[Start of Attachment]

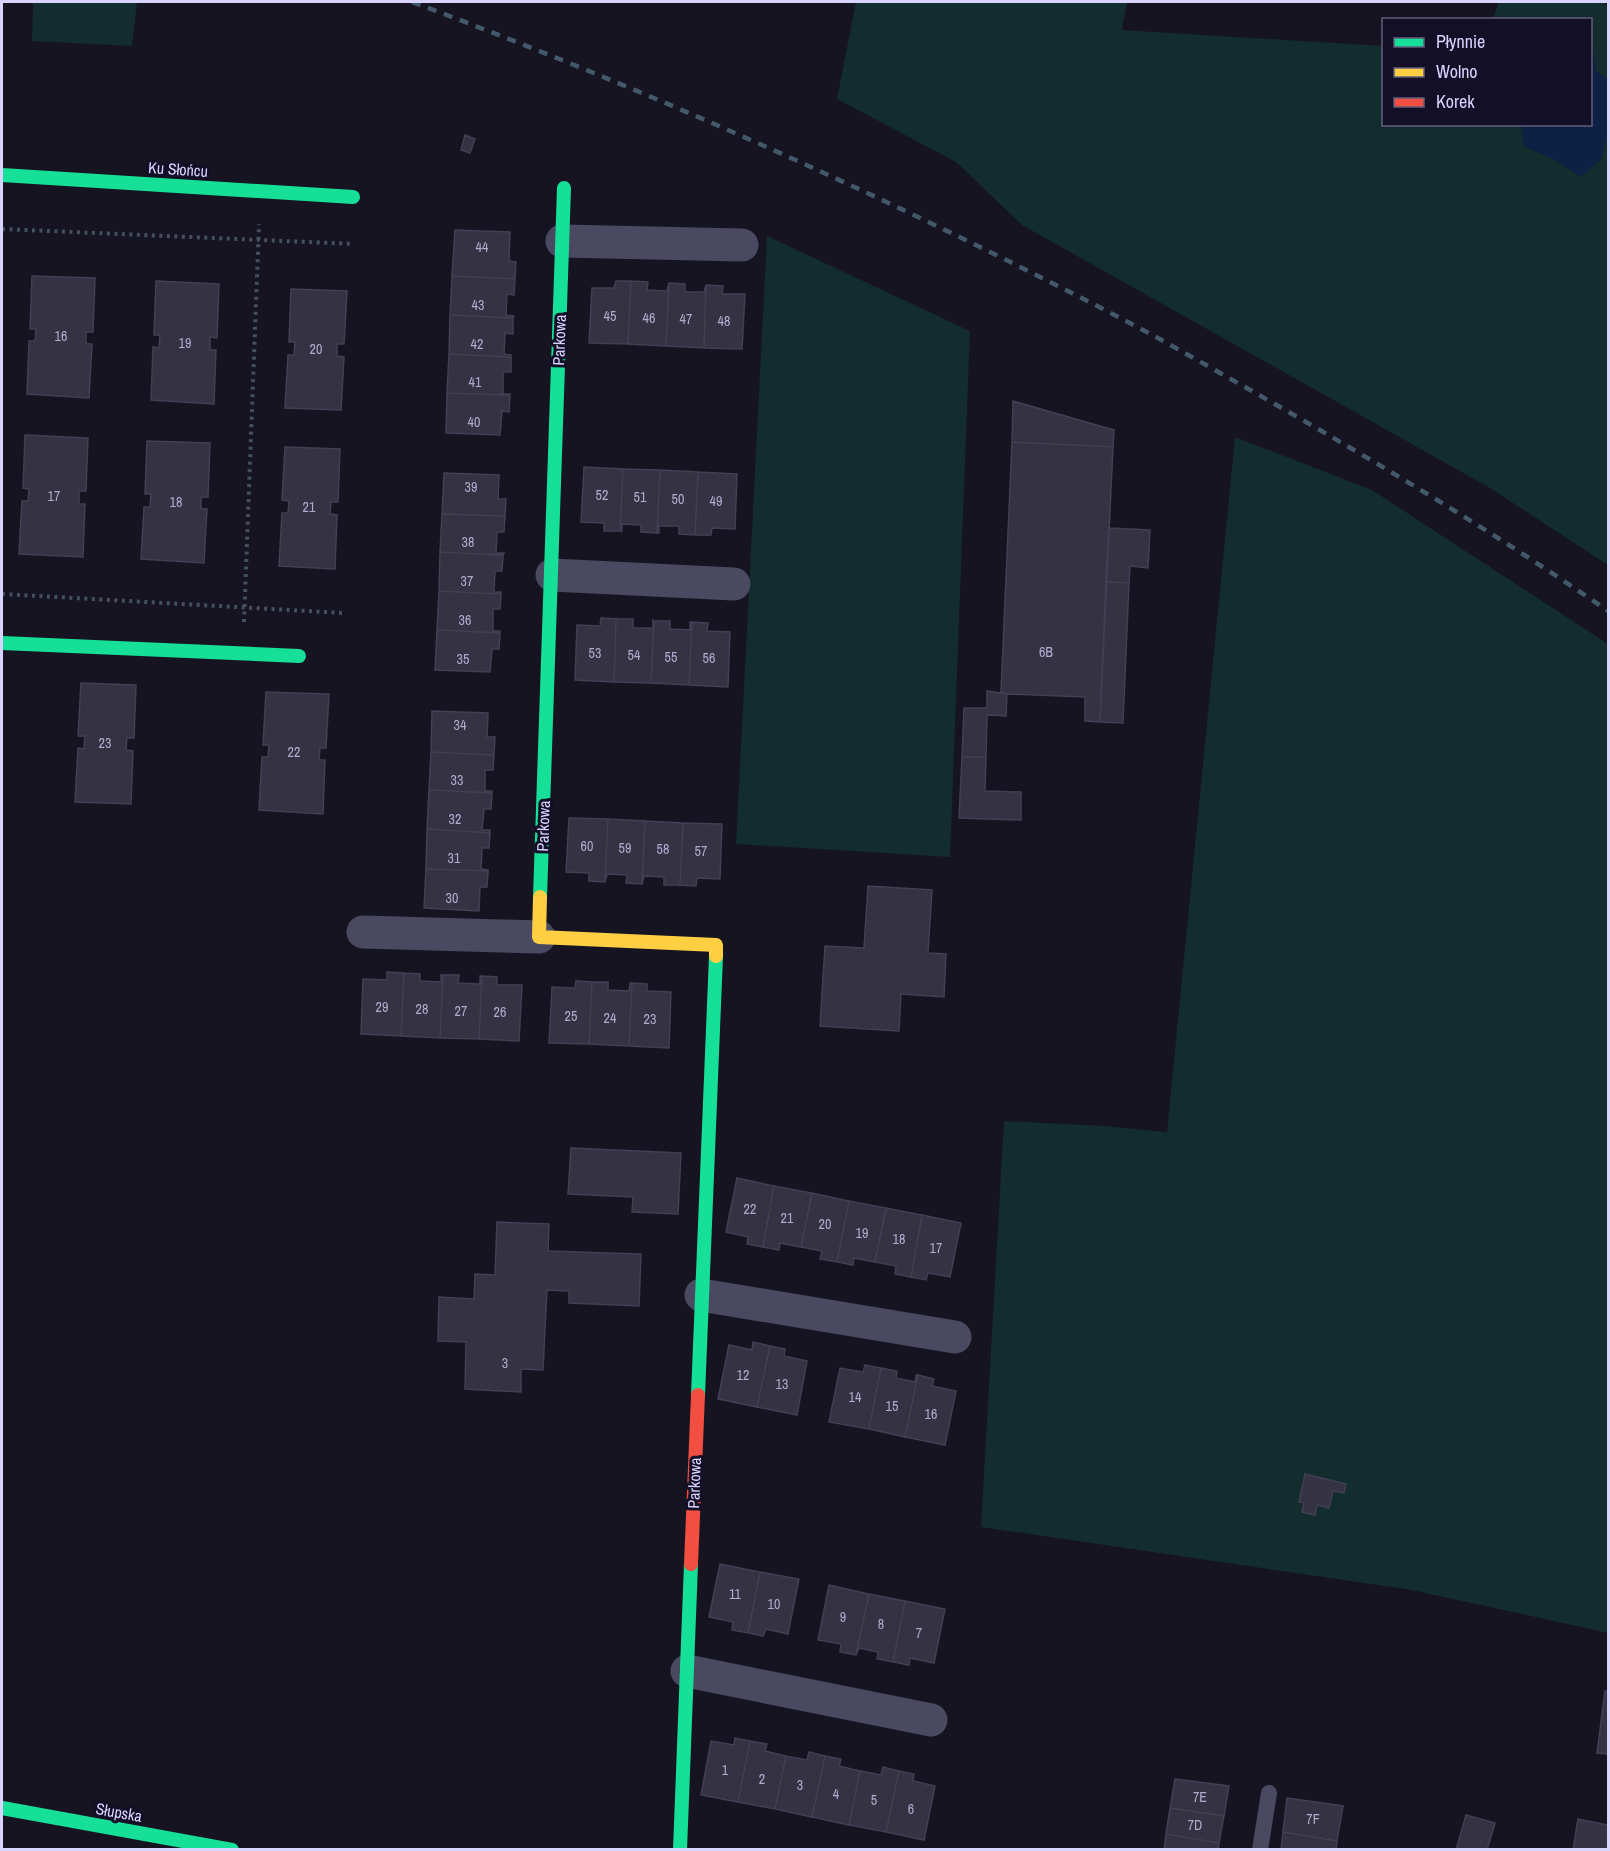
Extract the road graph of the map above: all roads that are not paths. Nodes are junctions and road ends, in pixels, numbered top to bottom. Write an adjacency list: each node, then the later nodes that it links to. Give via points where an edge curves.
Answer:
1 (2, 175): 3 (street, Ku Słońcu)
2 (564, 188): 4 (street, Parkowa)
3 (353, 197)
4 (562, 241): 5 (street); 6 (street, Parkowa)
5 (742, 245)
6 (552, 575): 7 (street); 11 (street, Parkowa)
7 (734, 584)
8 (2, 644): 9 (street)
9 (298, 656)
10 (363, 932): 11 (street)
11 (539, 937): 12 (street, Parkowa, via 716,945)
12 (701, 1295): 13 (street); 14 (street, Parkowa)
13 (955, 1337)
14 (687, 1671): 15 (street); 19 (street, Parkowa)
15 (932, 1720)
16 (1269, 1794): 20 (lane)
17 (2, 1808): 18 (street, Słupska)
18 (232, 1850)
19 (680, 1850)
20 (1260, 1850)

[End of Attachment]

**What the task requires:**
The records above are to be restated word for word, with every picture left out.

**Problem solution:**
Extract the road graph of the map above: all roads that are not paths. Nodes are junctions and road ends, in pixels, numbered top to bottom. Write an adjacency list: each node, then the later nodes that it links to. Give via points where an edge curves.
Answer:
1 (2, 175): 3 (street, Ku Słońcu)
2 (564, 188): 4 (street, Parkowa)
3 (353, 197)
4 (562, 241): 5 (street); 6 (street, Parkowa)
5 (742, 245)
6 (552, 575): 7 (street); 11 (street, Parkowa)
7 (734, 584)
8 (2, 644): 9 (street)
9 (298, 656)
10 (363, 932): 11 (street)
11 (539, 937): 12 (street, Parkowa, via 716,945)
12 (701, 1295): 13 (street); 14 (street, Parkowa)
13 (955, 1337)
14 (687, 1671): 15 (street); 19 (street, Parkowa)
15 (932, 1720)
16 (1269, 1794): 20 (lane)
17 (2, 1808): 18 (street, Słupska)
18 (232, 1850)
19 (680, 1850)
20 (1260, 1850)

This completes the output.